Tally up how many lines in the listing below contain the string "Kimberley", and give only the total.
* * *
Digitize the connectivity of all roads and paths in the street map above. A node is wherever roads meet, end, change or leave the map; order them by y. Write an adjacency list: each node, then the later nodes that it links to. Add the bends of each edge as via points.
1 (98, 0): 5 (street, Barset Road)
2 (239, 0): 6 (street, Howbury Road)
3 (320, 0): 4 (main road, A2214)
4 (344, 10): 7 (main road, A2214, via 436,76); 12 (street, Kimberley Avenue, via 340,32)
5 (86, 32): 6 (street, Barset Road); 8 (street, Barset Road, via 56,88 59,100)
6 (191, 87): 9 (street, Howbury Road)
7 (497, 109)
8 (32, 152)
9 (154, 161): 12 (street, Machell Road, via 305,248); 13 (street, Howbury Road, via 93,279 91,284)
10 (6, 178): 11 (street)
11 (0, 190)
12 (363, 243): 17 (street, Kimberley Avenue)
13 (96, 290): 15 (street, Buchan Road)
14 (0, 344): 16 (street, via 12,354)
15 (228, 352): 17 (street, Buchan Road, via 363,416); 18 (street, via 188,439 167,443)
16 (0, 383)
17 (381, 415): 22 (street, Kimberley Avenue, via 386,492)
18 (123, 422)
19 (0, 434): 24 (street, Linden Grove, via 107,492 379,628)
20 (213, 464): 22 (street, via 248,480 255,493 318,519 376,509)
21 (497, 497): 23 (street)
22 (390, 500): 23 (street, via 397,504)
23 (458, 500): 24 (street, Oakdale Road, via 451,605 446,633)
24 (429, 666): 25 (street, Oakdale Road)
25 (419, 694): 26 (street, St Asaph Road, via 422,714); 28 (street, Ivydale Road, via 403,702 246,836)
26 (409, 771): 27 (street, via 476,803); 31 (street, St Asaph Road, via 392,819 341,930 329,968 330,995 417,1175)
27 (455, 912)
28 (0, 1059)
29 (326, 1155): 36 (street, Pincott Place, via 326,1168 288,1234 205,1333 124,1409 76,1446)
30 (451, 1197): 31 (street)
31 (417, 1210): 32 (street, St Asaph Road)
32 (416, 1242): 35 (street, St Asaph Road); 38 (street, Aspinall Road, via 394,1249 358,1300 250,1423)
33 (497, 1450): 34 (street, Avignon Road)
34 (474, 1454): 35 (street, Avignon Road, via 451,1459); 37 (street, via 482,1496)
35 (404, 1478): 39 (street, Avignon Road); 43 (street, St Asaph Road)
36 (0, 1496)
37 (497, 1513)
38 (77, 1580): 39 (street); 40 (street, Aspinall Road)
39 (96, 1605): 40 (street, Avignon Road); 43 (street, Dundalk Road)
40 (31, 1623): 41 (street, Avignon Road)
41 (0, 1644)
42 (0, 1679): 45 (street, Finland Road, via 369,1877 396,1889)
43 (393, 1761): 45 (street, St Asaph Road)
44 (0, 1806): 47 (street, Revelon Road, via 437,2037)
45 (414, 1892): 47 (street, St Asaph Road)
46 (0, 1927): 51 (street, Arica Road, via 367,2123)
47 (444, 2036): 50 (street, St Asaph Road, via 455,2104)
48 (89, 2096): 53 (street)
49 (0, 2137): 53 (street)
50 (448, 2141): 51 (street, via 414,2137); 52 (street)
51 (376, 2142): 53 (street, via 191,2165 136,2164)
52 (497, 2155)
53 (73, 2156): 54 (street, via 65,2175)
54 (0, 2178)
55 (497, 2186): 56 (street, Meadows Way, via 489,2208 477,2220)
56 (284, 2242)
* * *
**SOLUTION TO THE PROBLEM**: 3